The future of 28 acres of air rights near the Wellington Orange Line station in Medford has come into clearer focus after the city revealed the eight bids it received from developers for the property.

Of the new concept designs, South Carolina-based apartment giant Greystar has proposed the most housing, with 1,200 to 1,450 units. The proposal consists of three buildings, two of which would have six floors with 250 and 300 units, and one would have seven floors with 650 units, Banker & Tradesman first reported.

“The City had been sitting on these air rights for decades and had not realized the potential the area had for creating a transformative environment for significant commercial and residential growth,” Medford Mayor Breanna Lungo-Koehn said in a press release.

A concept from The Davis Cos. would bring far less development, proposing 124K SF to 134K SF of residential with 131 to 140 units. The units would be broken up into three seven-story buildings overlooking the Malden River.
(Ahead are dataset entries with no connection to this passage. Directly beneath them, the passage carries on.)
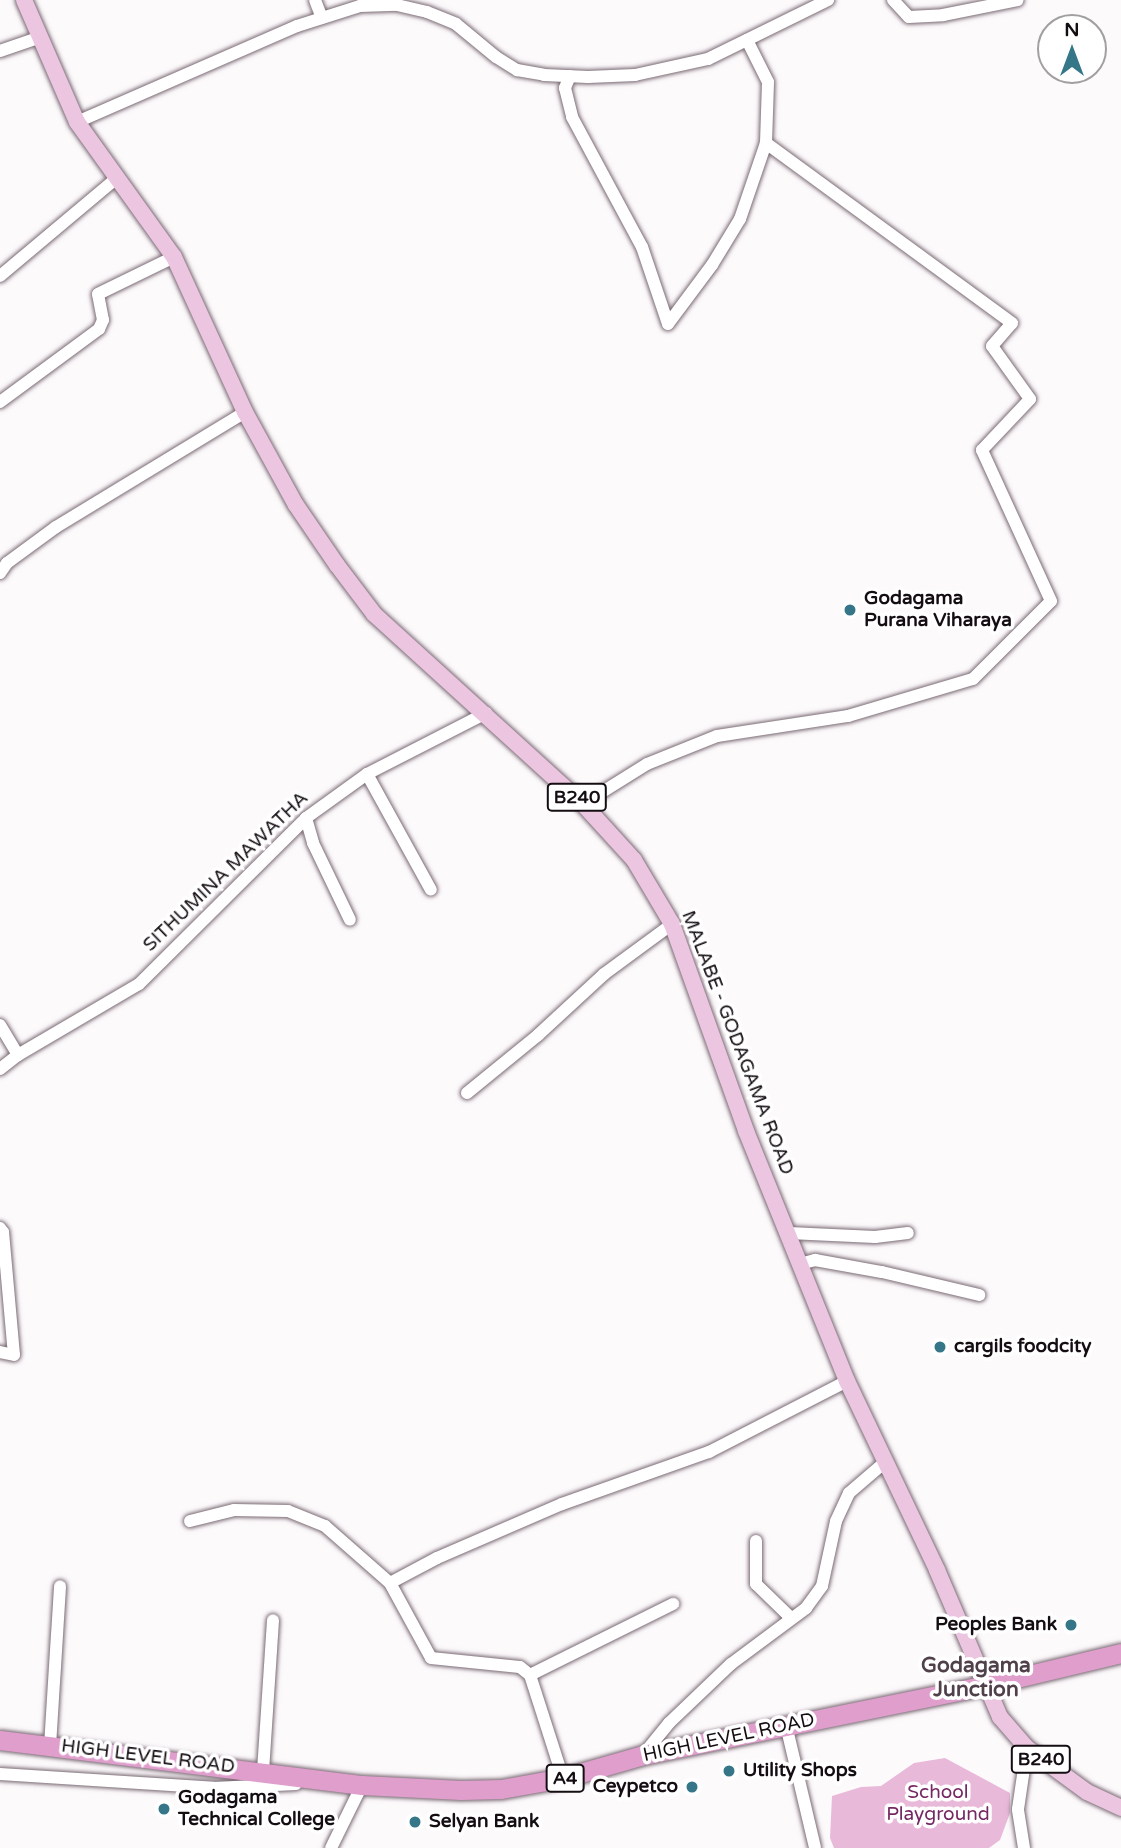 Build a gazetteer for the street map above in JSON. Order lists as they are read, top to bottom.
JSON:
{
  "streets": {
    "highway": ["HIGH LEVEL ROAD", "A4"],
    "main road": ["B240", "MALABE - GODAGAMA ROAD"],
    "street": ["SITHUMINA MAWATHA"]
  },
  "crossings": [
    ["B240", "MALABE - GODAGAMA ROAD"],
    ["B240", "HIGH LEVEL ROAD"],
    ["SITHUMINA MAWATHA", "MALABE - GODAGAMA ROAD"],
    ["MALABE - GODAGAMA ROAD", "HIGH LEVEL ROAD"]
  ],
  "districts": ["Godagama Junction"],
  "parks": ["School Playground"],
  "places": [
    "Godagama Purana Viharaya",
    "cargils foodcity",
    "Peoples Bank",
    "Utility Shops",
    "Ceypetco",
    "Godagama Technical College",
    "Selyan Bank"
  ],
  "north": "top"
} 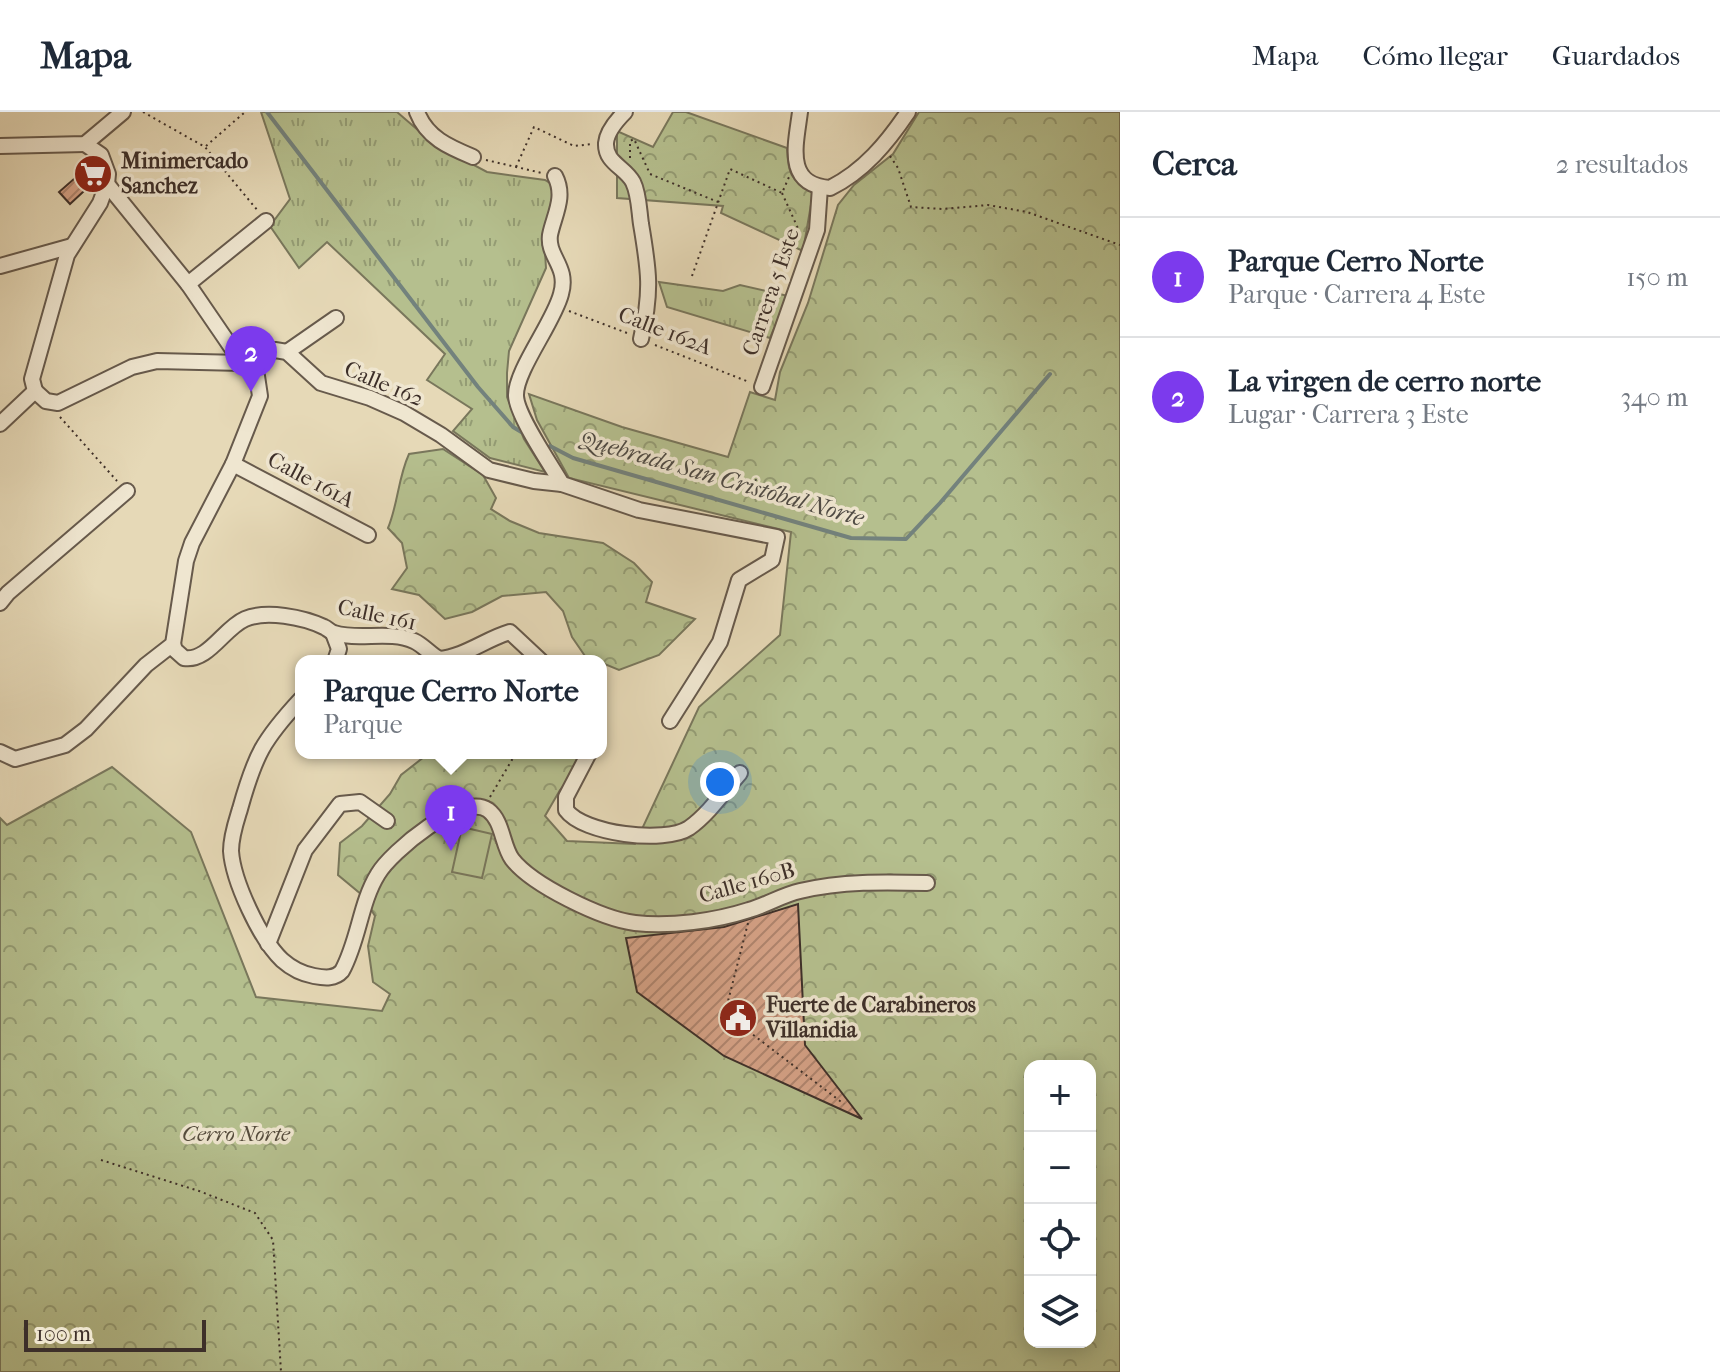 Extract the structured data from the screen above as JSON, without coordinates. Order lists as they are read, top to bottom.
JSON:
{
  "streets": {
    "street": [
      "Carrera 5 Este",
      "Calle 162",
      "Calle 161A",
      "Calle 161",
      "Calle 160B"
    ],
    "path": ["Calle 162A"]
  },
  "crossings": [
    ["Carrera 5 Este", "Calle 162A"]
  ],
  "water": ["Quebrada San Cristóbal Norte"],
  "parks": ["Cerro Norte"],
  "places": {
    "supermarket": ["Minimercado Sanchez"],
    "public building": ["Fuerte de Carabineros Villanidia"]
  },
  "scale_bar": "100 m",
  "page": {
    "header": "Mapa",
    "nav": ["Mapa", "Cómo llegar", "Guardados"],
    "heading": ["Cerca", "2 resultados"],
    "list": [
      {
        "mark": "1",
        "name": "Parque Cerro Norte",
        "note": "Parque · Carrera 4 Este",
        "value": "150 m"
      },
      {
        "mark": "2",
        "name": "La virgen de cerro norte",
        "note": "Lugar · Carrera 3 Este",
        "value": "340 m"
      }
    ],
    "pins": ["2", "1"],
    "popup": ["Parque Cerro Norte", "Parque"],
    "map_buttons": ["+", "−"],
    "scale": "100 m"
  }
}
New England Development proposed a mixed-use project with 280 to 300 housing units. Its proposal also includes 420K SF of life sciences and 25K SF of retail development. RISE Together proposed a 963K SF mix of unspecified hospitality and residential.

Other proposals came from HYM Investments, Quaker Lane Capital, Able Co., and Preotle, Lane & Associates.

The site, broken up into a 10.75-acre parcel near the Malden River and a 17.3-acre parcel near the Wellington station parking garage, is owned by the MBTA, but the city owns the air rights over the train tracks that would connect the two pieces of land.

To comply with the partnership, the developer who wins the project will have to work around the MBTA's build-out of a two-story, 200-space electric bus storage and maintenance facility on the site.

Medford released a draft master plan last summer that included plans for redeveloping the Wellington site. In November, the city released the list of eight developers that answered its request for information.

CORRECTION, JAN. 8, 8:30 P.M. ET: A previous version of this story misstated the location of the site in the headline. The story has been updated.